US position: As an initial matter, remote cyber operations involving computers or other networked devices located on another state’s territory do not constitute a per se violation of international law. In other words, there is no absolute prohibition on such operations as a matter of international law. This is perhaps most clear where such activities in another state’s territory have no effects or de minimis effects. […] In certain circumstances, one state’s non-consensual cyber operation in another state’s territory could violate international law, even if it falls below the threshold of a use of force.
Russian position: No specific statement.
- Are specific confidence building measures (CBMs) recommendations necessary?
US position: Yes. 'The 2015 GGE report offers a prioritized set of cyber CBMs including key recommendations to develop points of contact, consultation mechanisms and transparency measures. To be useful, however, these recommendations must be implemented at minimum on a bilateral basis and preferably on a multilateral and eventually an international basis.'
Russian position: No.
- Should regional capacity building initiatives be involved in cybersecurity capacity building?

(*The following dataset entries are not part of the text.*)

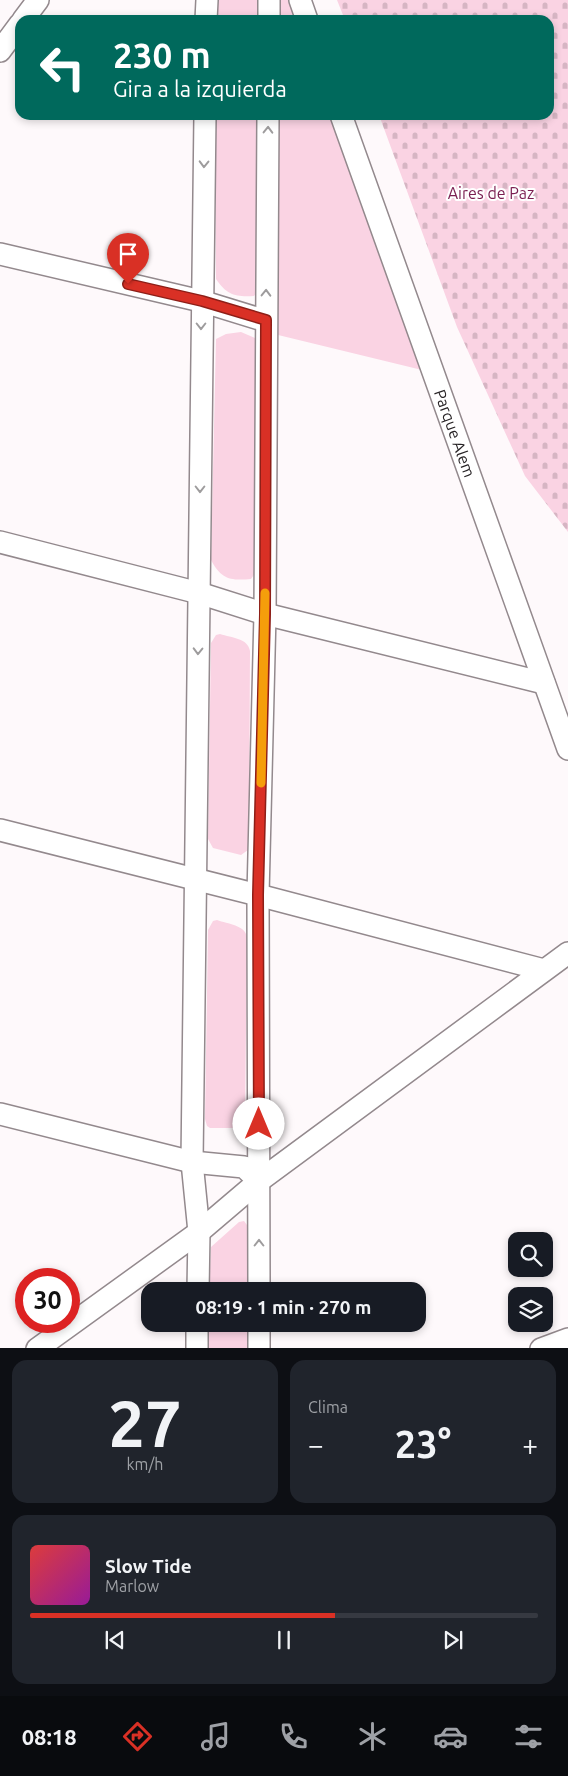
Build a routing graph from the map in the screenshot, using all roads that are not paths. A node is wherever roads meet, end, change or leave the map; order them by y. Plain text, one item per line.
1 (38, 0) edge
2 (207, 0) edge
3 (269, 0) edge
4 (300, 0) edge
5 (27, 15) edge
6 (206, 15) edge
7 (269, 15) edge
8 (305, 15) edge
9 (15, 31) edge
10 (0, 51) edge
11 (205, 120) edge
12 (268, 120) edge
13 (343, 120) edge
14 (0, 254) edge
15 (202, 301) junction
16 (266, 320) junction
17 (0, 542) edge
18 (199, 593) junction
19 (265, 614) junction
20 (544, 683) junction
21 (568, 750) edge
22 (0, 830) edge
23 (196, 880) junction
24 (258, 895) junction
25 (568, 952) edge
26 (544, 970) junction
27 (0, 1114) edge
28 (192, 1162) junction
29 (259, 1181) junction
30 (199, 1232) junction
31 (198, 1282) edge
32 (259, 1282) edge
33 (197, 1332) edge
34 (259, 1332) edge
35 (568, 1339) edge
36 (37, 1348) edge
37 (197, 1348) edge
38 (258, 1348) edge
39 (541, 1348) edge

1 - 5 street
2 - 6 street
3 - 7 street
4 - 8 street
9 - 10 street
11 -> 15 street
16 -> 12 street
13 - 20 street, Parque Alem
14 - 15 street
15 - 16 street
15 -> 18 street
16 - 19 street
17 - 18 street
18 - 19 street
18 -> 23 street
19 - 20 street
19 - 24 street
20 - 21 street, Parque Alem
22 - 23 street
23 - 24 street
23 - 28 street
24 - 26 street
24 - 29 street
25 - 26 street
26 - 29 street
27 - 28 street
28 - 29 street
28 - 30 street
29 - 30 street
32 -> 29 street
30 - 31 street
30 - 36 street
33 - 37 street
34 - 38 street
35 - 39 street

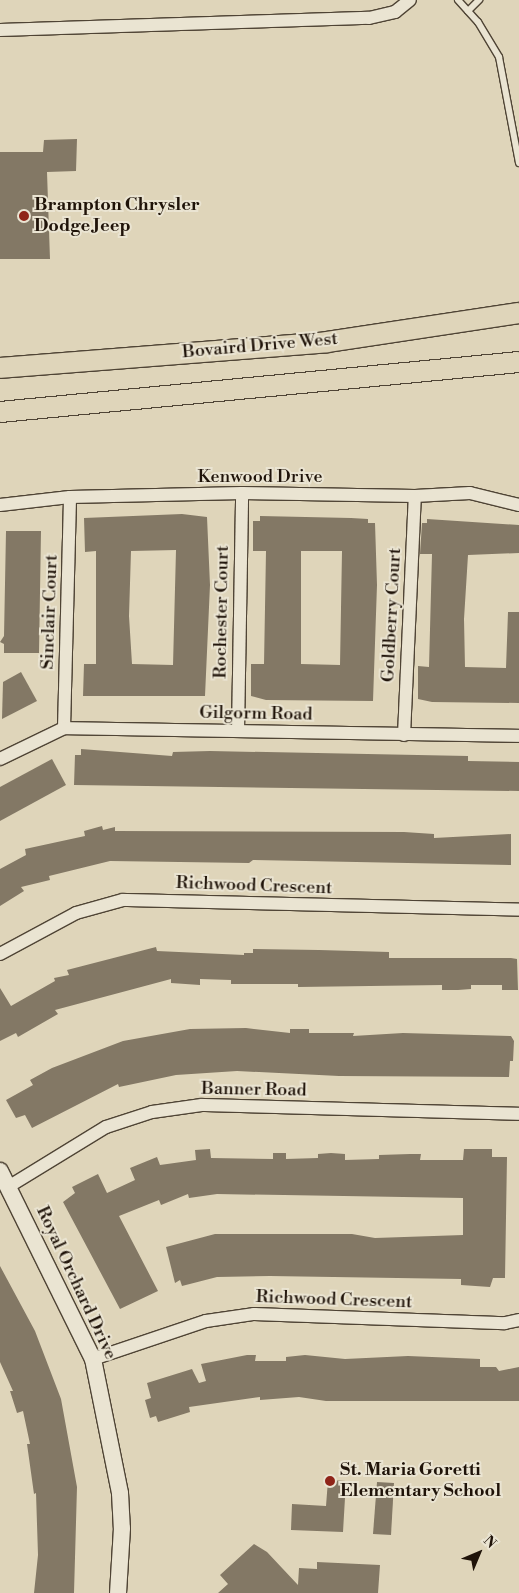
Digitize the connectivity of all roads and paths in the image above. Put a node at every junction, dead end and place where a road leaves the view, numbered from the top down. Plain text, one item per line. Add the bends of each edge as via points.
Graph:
1 (410, 0) edge
2 (458, 0) edge
3 (478, 0) edge
4 (468, 11) junction
5 (0, 30) edge
6 (519, 164) edge
7 (519, 313) edge
8 (519, 362) edge
9 (0, 368) edge
10 (0, 412) edge
11 (242, 493) junction
12 (416, 496) junction
13 (70, 497) junction
14 (0, 505) edge
15 (519, 505) edge
16 (64, 728) junction
17 (238, 731) junction
18 (404, 736) junction
19 (519, 736) edge
20 (0, 759) edge
21 (519, 910) edge
22 (0, 954) edge
23 (519, 1114) edge
24 (0, 1171) edge
25 (8, 1187) junction
26 (519, 1320) edge
27 (93, 1358) junction
28 (118, 1593) edge

1 - 5 street via 395,12 346,20
2 - 4 lane
3 - 4 lane
4 - 6 lane via 499,57
7 - 9 main road, Bovaird Drive West via 327,342
8 - 10 main road
11 - 12 street, Kenwood Drive
11 - 13 street, Kenwood Drive
11 - 17 street, Rochester Court
12 - 15 street, Kenwood Drive via 470,493
12 - 18 street, Goldberry Court
13 - 14 street, Kenwood Drive
13 - 16 street, Sinclair Court
16 - 17 street, Gilgorm Road
16 - 20 street, Gilgorm Road
17 - 18 street, Gilgorm Road
18 - 19 street, Gilgorm Road
21 - 22 street, Richwood Crescent via 123,900 76,913
23 - 25 street, Banner Road via 202,1105 152,1112 106,1127
24 - 25 street, Royal Orchard Drive
25 - 27 street, Royal Orchard Drive
26 - 27 street, Richwood Crescent via 505,1324 254,1314 206,1321
27 - 28 street, Royal Orchard Drive via 120,1493 122,1528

US position: Yes. Build up capacity on regional and international levels
Russian position: No. 'The central role of the UN in ensuring International Information System is not eroded by delegating excessive authority in this field to the regional bodies and organizations. The role of multi-stakeholder model is imposed, with special emphasis laid on the contribution of the private sector, business and academia to ensuring responsible States’ behavior in information space. At the same time, the draft ignores such issues as lack of regulation of the private sector activities in the field of ICTs, as well as the emerging challenge of monopolization of this market as one of the main threats to the development of peaceful and competitive ICT-sphere.'
Through the course of discussions within the UN GGE and OEWG processes, it is clear that in most cases, the positions of the USA and Russia lie on opposite sides of the spectrum.
The applicability of international law to cyberspace
Within the OEWG discussions on the applicability of international law, the USA reiterated that international law applies to cyberspace; including the UN Charter, international humanitarian law, human rights law, customary international law on the responsibilities of states for internationally wrongful acts.
While Russia agrees with the USA that international law applies to cyberspace, it also argues that it needs to be adapted. Russia has refrained from discussing international human rights law and international humanitarian law, claiming that these issues are outside of the scope of discussions within the UN GGE and OEWG processes.
The need for a new legally-binding instrument to regulate cyberspace?
Russia argues that cyberspace needs to be regulated by a specialised universal international legal instrument that would envisage criteria for how the existing norms of international law apply to the use of information and communication technologies (ICTs), and would directly indicate the need for developing new norms.
The USA, on the other hand, does not believe that pursuing such an instrument is the best way to address immediate threats given the pace of technological development.
Cyberattacks and the UN Charter
According to Russia, a cyberattack does not amount to an armed attack under Art. 51 of the UN Charter and therefore cannot trigger the right to self-defense. This is in contrast to the position of the USA which believes in the doctrine of countermeasures and retorsion.
How should cyberattacks be attributed?
On the attribution of cyberattacks, the USA sees the divulging of evidence as a policy choice on the national level, while Russia is calling for an international mechanism for attribution and demands that it is substantiated with internationally acceptable evidence.
Additionally, while the USA was vocal about the principles of state sovereignty in cyberspace, obligations to respect sovereignty, and non-intervention, Russia did not articulate its views about these issues within the UN forums.